Configuring compute nodes¶
There are two requirements for the compute nodes:
A user must be able to SSH to the node of the running job. See SLURM documentation (https://slurm.schedmd.com/pam_slurm_adopt.html)
When executing the application on the node it has to be associated with the same context as the placeholder job.
To solve the second point a special pam module is required to associate the SSH session with the running job. I the following sections a solution to this is configured. It should also be possible to configure this with the pam_slurm_adopt module, but it has not been thoroughly tested yet.
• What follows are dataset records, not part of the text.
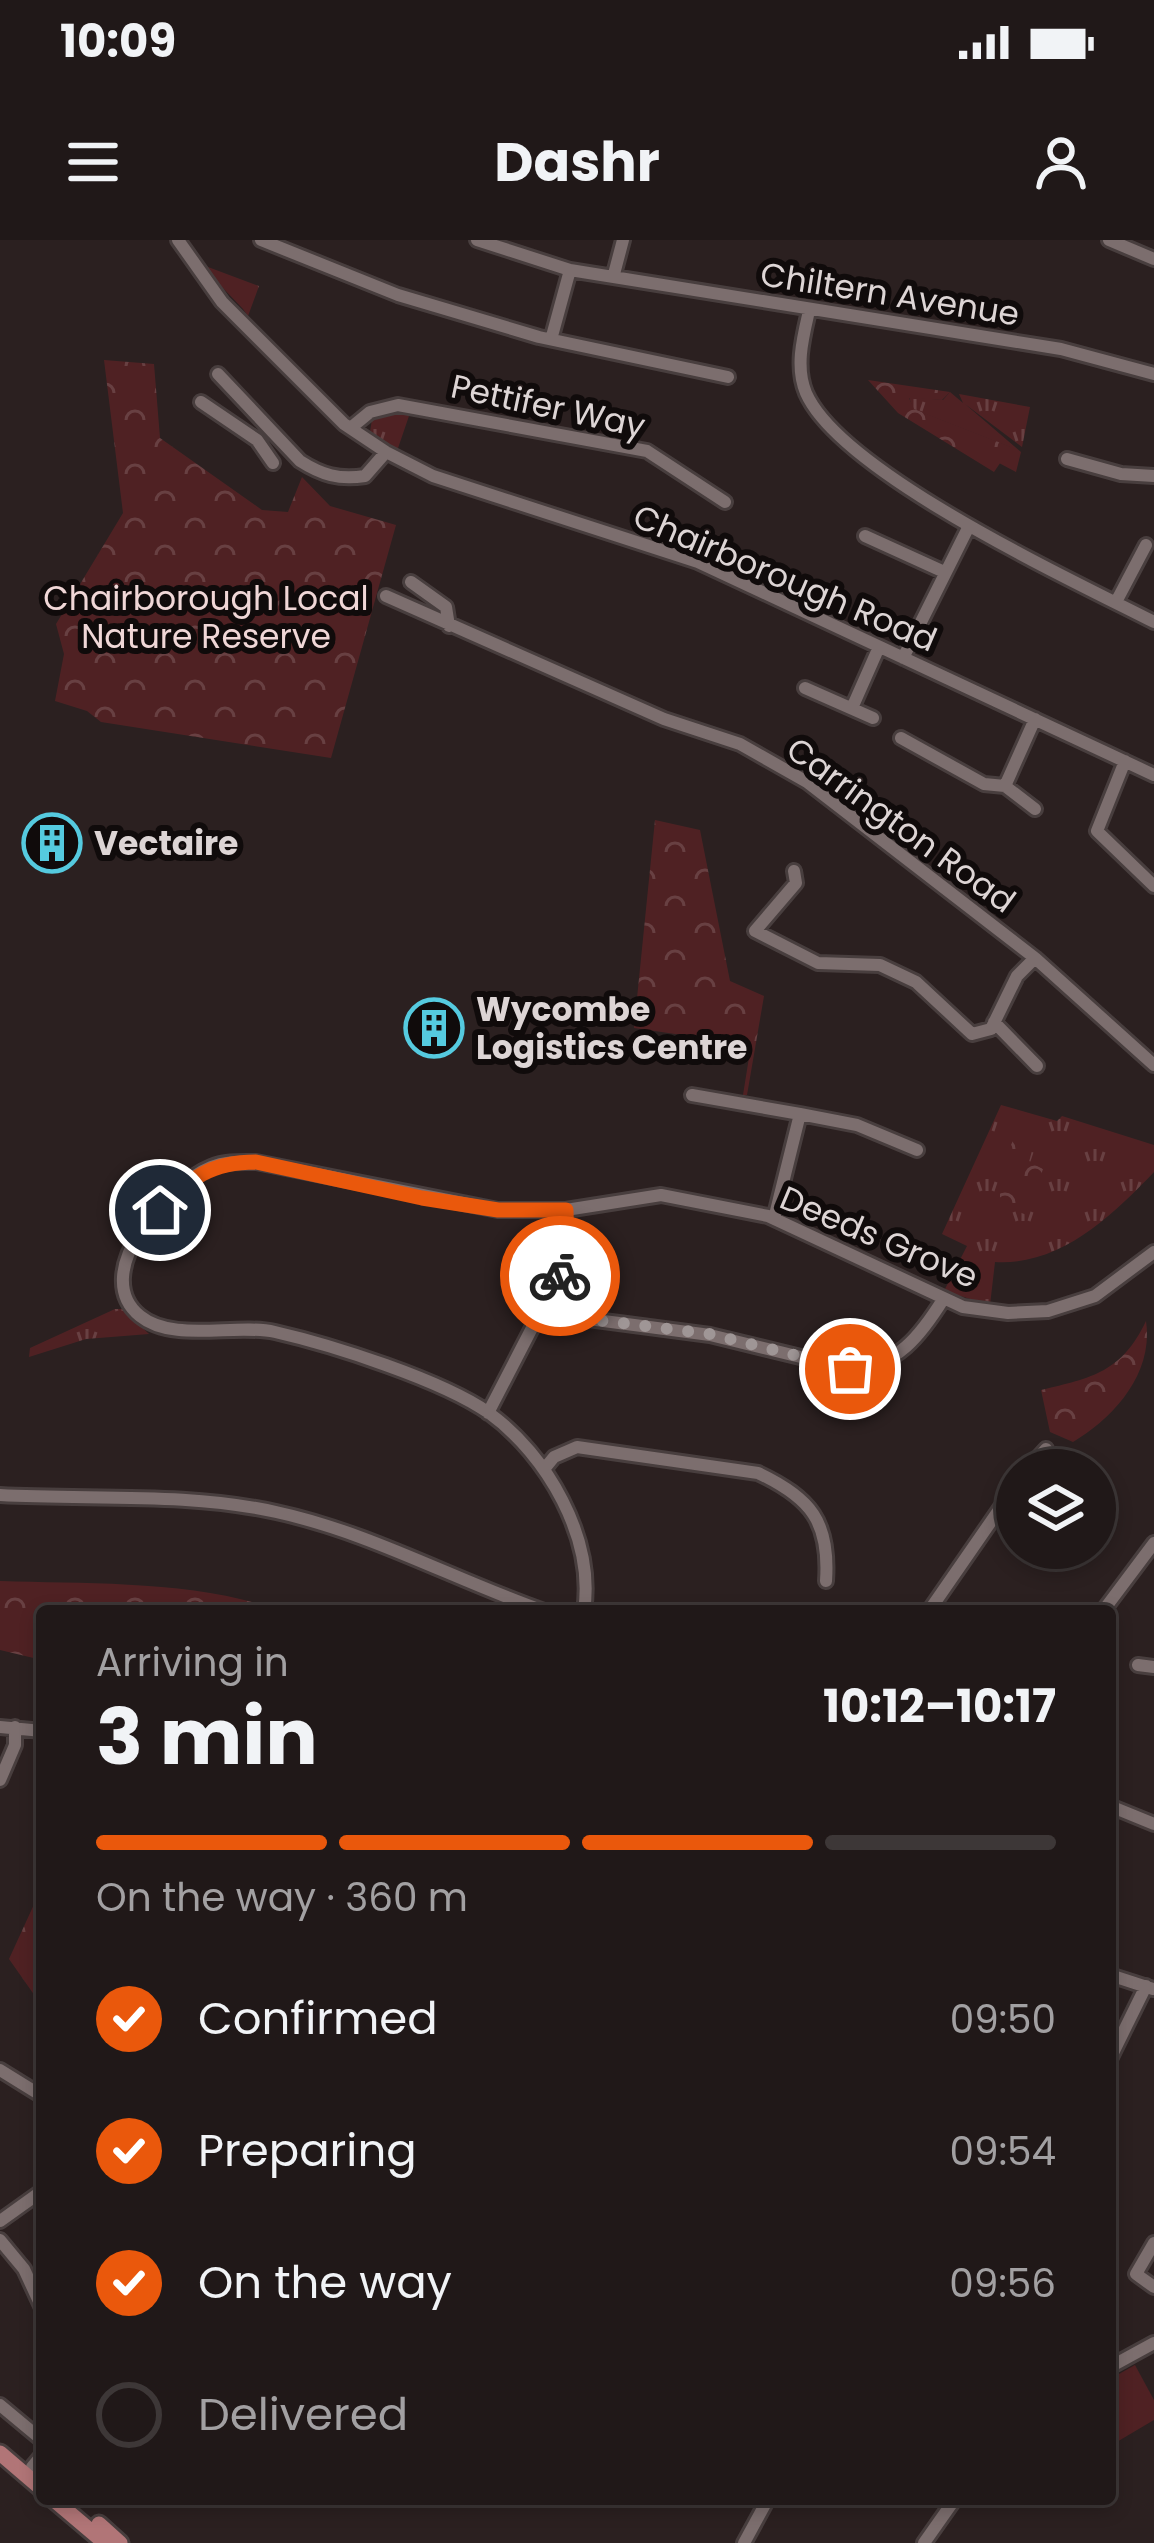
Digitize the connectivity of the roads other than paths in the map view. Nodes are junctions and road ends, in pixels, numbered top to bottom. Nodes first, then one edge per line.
1 (178, 240) edge
2 (261, 240) edge
3 (478, 240) edge
4 (623, 240) edge
5 (1109, 240) edge
6 (1154, 259) edge
7 (570, 270) junction
8 (614, 274) junction
9 (808, 311) junction
10 (552, 336) junction
11 (218, 374) dead end
12 (1152, 375) edge
13 (728, 377) dead end
14 (201, 402) dead end
15 (268, 426) junction
16 (353, 426) junction
17 (257, 440) junction
18 (386, 452) junction
19 (1067, 459) dead end
20 (273, 463) dead end
21 (1154, 476) edge
22 (725, 502) dead end
23 (968, 526) junction
24 (865, 536) dead end
25 (1146, 545) dead end
26 (943, 571) junction
27 (411, 582) dead end
28 (386, 596) dead end
29 (1116, 602) junction
30 (1154, 622) edge
31 (449, 626) junction
32 (878, 646) junction
33 (903, 658) junction
34 (805, 688) dead end
35 (852, 708) junction
36 (873, 718) dead end
37 (1036, 718) junction
38 (901, 738) dead end
39 (1125, 761) junction
40 (1154, 775) edge
41 (1005, 785) junction
42 (1035, 809) dead end
43 (794, 871) dead end
44 (1154, 886) edge
45 (1035, 958) junction
46 (994, 1022) junction
47 (1154, 1065) edge
48 (1037, 1066) dead end
49 (692, 1095) dead end
50 (800, 1114) junction
51 (917, 1150) dead end
52 (566, 1210) junction
53 (774, 1219) junction
54 (1154, 1252) edge
55 (944, 1298) junction
56 (548, 1301) junction
57 (488, 1413) junction
58 (544, 1468) junction
59 (0, 1495) edge
60 (996, 1514) edge
61 (1154, 1543) edge
62 (826, 1581) dead end
63 (529, 1605) edge
64 (585, 1605) edge
65 (933, 1605) edge
66 (1108, 1605) edge
67 (1138, 1665) dead end
68 (1154, 1667) edge
69 (8, 1727) edge
70 (0, 1780) edge
71 (1154, 1804) edge
72 (1116, 1808) edge
73 (1150, 1822) edge
74 (1116, 1977) edge
75 (1150, 1988) edge
76 (1116, 2048) edge
77 (0, 2069) edge
78 (36, 2092) edge
79 (36, 2195) edge
80 (0, 2221) edge
81 (0, 2240) edge
82 (1154, 2243) edge
83 (1154, 2287) edge
84 (36, 2295) edge
85 (1154, 2343) edge
86 (1116, 2364) edge
87 (0, 2405) edge
88 (36, 2435) edge
89 (0, 2441) edge
90 (0, 2453) edge
91 (36, 2464) edge
92 (36, 2484) edge
93 (60, 2505) edge
94 (76, 2505) edge
95 (765, 2505) edge
96 (951, 2505) edge
97 (105, 2543) edge
98 (120, 2543) edge
99 (744, 2543) edge
100 (923, 2543) edge

1 - 16 street, Chairborough Road
2 - 10 street
3 - 7 street, Chiltern Avenue
4 - 8 street
5 - 6 street
7 - 8 street, Chiltern Avenue
7 - 10 street
8 - 9 street, Chiltern Avenue
9 - 12 street, Chiltern Avenue
9 - 23 street
10 - 13 street
11 - 15 street
14 - 17 street
15 - 17 street
15 - 18 street
16 - 18 street, Chairborough Road
16 - 22 street, Pettifer Way
17 - 20 street
18 - 32 street, Chairborough Road
19 - 21 street
23 - 26 street
23 - 29 street
24 - 26 street
25 - 29 street
26 - 33 street
27 - 31 street
28 - 31 street, Carrington Road
29 - 30 street
31 - 45 street, Carrington Road
32 - 33 street, Chairborough Road
32 - 35 street
33 - 37 street, Chairborough Road
34 - 35 street
35 - 36 street
37 - 39 street, Chairborough Road
37 - 41 street
38 - 41 street
39 - 40 street, Chairborough Road
39 - 44 street
41 - 42 street
43 - 46 street
45 - 46 street
45 - 47 street, Carrington Road
46 - 48 street
49 - 50 street
50 - 51 street
50 - 53 street
52 - 53 street, Deeds Grove
52 - 56 street
52 - 57 street, Deeds Grove
53 - 55 street, Deeds Grove
54 - 55 street, Deeds Grove
55 - 56 street
56 - 57 street
57 - 58 street, Deeds Grove
58 - 62 street
58 - 64 street, Deeds Grove
59 - 63 street
60 - 65 street
61 - 66 street
67 - 68 street
69 - 70 street
71 - 73 street
72 - 73 street
74 - 75 street
75 - 76 street
77 - 78 street
79 - 80 street
81 - 84 street
82 - 83 street
85 - 86 street
87 - 88 street
89 - 91 main road
90 - 92 main road
93 - 97 main road
94 - 98 main road
95 - 99 street
96 - 100 street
Adding pam_exec to /etc/pam.d/sshd¶
Add the following line to the /etc/pam.d/sshd to the end of this configuration file:
session optional pam_exec.so /sbin/pam_ssh_exec.sh
Adding pam_ssh_exec.sh script to /sbin¶
In the system directory of the distribution the pam_ssh_exec.sh script can be found. Copy this script to /sbin on the nodes. The script contains the following code:
#!/bin/sh
SLURMDIR=/usr/bin
[ "$PAM_USER" = "root" ] && exit 0
[ "$PAM_TYPE" = "open_session" ] || exit 0
squeue=$SLURMDIR/squeue
if [ ! -x $squeue ]; then
exit 0
fi
uidnumber=$(id -u $PAM_USER)
echo "uidnumber = "$uidnumber >> /var/log/pam_exec.log
host=$(hostname -s)
# last job the user started is where these tasks will go
jobid=$($squeue --noheader --format=%i --user=$PAM_USER --node=localhost | tail -1)
[ -z "$jobid" ] && exit 0
for system in freezer cpuset; do
cgdir=/sys/fs/cgroup/$system/slurm
# if the cgdir doesn't exist skip it
[ -d $cgdir ] || continue
# first job step is where we'll put these tasks
cgtasks=$(find $cgdir/uid_$uidnumber/job_$jobid -mindepth 2 -type f -name tasks -print -quit)
[ -f $cgtasks ] && echo $PPID > $cgtasks
[ -f $cgtasks ] && echo $PPID >> /var/log/pam_exec.log
done
exit 0
This script will add the SSH session to the same cgroups task group, enabling the same resource limits as for other jobs on the node. A log file /var/log/pam_exec.log will be created on the node for debugging purposes.